The appellant secretary of state appealed, pursuant to the Freedom of Information Act 2000 s. 59, against a decision of the Information Tribunal. The breeding and supply of animals for scientific procedures was governed by the Animals (Scientific Procedures) Act 1986 and the Home Office was responsible for related regulation.

Applications to use animals for research had to be submitted to its Animal Scientific Procedures Division for scrutiny before a decision to grant a project licence could be made. Statutory requirements meant that material that was commercially sensitive or useful to competitors and details of locations that could be sensitive for security reasons might have to be included.

The division responsible introduced a policy that tried to balance confidentiality with freedom of information requirements: applicants were asked to submit abstracts of their projects for the Home Office website.

Shortly after the new policy began, the first respondent (B) sought, under the 2000 Act, further information on certain applications. Consequently, information extra to the abstracts that was not exempt under the 2000 Act was provided. B submitted to the tribunal that under s. 24 of the 1986 Act, a penal provision, any information qualifying as “given in confidence” had to be such that it would be an actionable breach for it to be revealed in response to a request under the 2000 Act.
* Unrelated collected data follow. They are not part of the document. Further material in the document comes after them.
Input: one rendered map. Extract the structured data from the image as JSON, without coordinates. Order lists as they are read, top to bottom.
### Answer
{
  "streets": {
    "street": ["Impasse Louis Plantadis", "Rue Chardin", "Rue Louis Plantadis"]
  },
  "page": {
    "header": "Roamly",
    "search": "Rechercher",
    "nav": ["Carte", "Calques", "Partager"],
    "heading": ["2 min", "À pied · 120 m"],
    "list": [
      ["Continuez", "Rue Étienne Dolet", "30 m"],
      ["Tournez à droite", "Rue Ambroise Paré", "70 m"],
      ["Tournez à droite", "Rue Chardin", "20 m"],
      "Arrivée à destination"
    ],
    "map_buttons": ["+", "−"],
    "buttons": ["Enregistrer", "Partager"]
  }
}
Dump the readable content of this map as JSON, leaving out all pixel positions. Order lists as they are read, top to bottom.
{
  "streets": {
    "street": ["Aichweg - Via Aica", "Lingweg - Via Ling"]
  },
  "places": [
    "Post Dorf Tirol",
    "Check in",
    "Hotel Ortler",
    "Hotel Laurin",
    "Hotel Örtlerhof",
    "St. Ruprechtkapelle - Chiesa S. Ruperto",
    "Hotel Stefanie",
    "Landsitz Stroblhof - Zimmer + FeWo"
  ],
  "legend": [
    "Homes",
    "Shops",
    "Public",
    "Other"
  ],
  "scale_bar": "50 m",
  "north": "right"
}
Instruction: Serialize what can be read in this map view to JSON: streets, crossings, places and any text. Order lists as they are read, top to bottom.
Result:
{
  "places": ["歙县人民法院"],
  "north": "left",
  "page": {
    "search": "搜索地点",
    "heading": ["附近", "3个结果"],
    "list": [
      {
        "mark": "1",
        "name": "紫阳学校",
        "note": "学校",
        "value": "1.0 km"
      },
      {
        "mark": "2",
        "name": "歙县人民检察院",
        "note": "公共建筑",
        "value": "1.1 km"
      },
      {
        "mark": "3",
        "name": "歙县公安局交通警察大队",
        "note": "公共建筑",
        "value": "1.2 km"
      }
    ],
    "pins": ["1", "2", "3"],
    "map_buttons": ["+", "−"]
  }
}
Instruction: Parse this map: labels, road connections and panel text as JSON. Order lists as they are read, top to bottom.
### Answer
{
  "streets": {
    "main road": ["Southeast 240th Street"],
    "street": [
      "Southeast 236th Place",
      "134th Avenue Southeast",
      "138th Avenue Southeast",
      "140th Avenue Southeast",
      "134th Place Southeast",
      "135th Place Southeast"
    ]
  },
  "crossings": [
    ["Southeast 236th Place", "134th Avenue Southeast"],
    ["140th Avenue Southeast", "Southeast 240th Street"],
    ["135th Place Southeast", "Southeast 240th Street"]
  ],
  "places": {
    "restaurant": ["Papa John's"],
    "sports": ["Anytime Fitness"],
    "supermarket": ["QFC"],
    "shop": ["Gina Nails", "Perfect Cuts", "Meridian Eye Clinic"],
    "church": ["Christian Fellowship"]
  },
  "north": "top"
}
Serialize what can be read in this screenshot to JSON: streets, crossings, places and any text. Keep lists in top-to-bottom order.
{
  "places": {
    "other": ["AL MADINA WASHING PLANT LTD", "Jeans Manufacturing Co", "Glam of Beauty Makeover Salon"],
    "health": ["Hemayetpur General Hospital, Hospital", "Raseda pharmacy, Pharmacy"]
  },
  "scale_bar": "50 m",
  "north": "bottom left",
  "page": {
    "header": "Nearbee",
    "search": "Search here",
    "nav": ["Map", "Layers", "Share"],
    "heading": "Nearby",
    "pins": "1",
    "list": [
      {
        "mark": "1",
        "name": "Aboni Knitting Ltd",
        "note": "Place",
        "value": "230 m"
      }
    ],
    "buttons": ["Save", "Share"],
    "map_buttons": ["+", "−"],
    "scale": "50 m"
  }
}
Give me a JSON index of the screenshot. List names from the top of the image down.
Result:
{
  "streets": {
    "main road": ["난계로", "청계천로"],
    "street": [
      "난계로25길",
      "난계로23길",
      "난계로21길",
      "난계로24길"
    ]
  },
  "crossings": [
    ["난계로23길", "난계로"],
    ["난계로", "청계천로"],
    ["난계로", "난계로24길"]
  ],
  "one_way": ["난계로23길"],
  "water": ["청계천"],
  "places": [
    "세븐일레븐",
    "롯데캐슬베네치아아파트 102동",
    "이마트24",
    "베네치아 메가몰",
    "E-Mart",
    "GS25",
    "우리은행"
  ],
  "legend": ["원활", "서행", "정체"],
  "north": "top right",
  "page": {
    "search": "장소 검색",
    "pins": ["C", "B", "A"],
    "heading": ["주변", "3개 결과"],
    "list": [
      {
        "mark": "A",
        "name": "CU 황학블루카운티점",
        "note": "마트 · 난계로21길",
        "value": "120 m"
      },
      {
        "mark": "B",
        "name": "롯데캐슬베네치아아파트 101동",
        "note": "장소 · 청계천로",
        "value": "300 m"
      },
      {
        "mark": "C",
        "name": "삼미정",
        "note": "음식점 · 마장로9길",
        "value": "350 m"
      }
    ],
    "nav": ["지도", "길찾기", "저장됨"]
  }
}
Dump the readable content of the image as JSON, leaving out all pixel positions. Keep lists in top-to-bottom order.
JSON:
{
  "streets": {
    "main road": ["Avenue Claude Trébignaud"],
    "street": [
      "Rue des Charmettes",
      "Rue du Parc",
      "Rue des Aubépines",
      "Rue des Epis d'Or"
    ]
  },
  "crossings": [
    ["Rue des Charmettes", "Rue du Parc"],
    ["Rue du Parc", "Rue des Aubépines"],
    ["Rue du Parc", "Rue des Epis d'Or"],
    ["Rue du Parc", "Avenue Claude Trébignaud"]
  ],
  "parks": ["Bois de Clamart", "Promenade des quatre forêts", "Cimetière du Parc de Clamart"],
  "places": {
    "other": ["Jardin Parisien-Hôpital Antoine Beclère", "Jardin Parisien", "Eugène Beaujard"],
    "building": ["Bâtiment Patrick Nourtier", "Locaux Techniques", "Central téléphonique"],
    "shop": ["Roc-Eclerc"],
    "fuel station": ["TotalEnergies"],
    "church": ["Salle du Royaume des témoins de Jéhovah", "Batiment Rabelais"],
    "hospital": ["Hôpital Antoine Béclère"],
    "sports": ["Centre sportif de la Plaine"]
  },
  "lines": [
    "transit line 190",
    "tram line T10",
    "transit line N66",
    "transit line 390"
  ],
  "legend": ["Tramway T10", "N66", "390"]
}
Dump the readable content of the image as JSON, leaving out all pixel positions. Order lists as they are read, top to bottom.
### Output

The tribunal upheld that view, interpreting s. 24 as having a similar meaning to s. 41 of the 2000 Act and directing the Home Office to reconsider its interpretation of s. 44 of the 2000 Act. The main issue in the instant case was how far information needed to be made available to the public, given that it had a legitimate interest in knowing what was taking place with regard to animal research, and given the right to make requests under the 2000 Act.

ISSUE

How far information needed to be made available to the public.

HELD (appeal allowed)

(1) The tribunal had relied on the principles of Coco v AN Clark (Engineers) Ltd [1968] FSR 415 Ch D, which provided an exclusive definition such that, whenever “in confidence” appeared in a statute, the legislature must have had those principles in mind. That was not necessarily the case and much depended on context.

The tribunal also read the notion of “public interest” into s. 24 of the 1986 Act, imposing an onerous obligation to weigh up its existence in every case of prima facie confidentiality. The modern law of confidence was wider than the principles applying where an equitable duty of confidence arose, or where there were commercial secrets; it could also arise by express or implied agreement, and presumably under a statutory duty, and there was also a distinction between “old-fashioned breach of confidence” and the modern tort of “misuse of private information”, Campbell v Mirror Group Newspapers Ltd [2004] UKHL 22, [2004] 2 AC 457 and McKennitt v Ash [2006] EWCA Civ 1714, [2008] QB 73 considered.

It was important in the instant case to remember the need to look at the jurisprudence of the European Convention on Human Rights 1950 art. 8 and art. 10. The tribunal had not addressed those developments and so had proceeded on an incomplete legal basis.

(2) There was tension between s. 24 of the 1986 Act and the aim of greater public access to information that underlay the 2000 Act. It was clear that the government deliberately retained s. 24 of the 1986 Act when repealing provisions before the 2000 Act, and did so as the scientific community had been concerned about confidentiality if it was repealed.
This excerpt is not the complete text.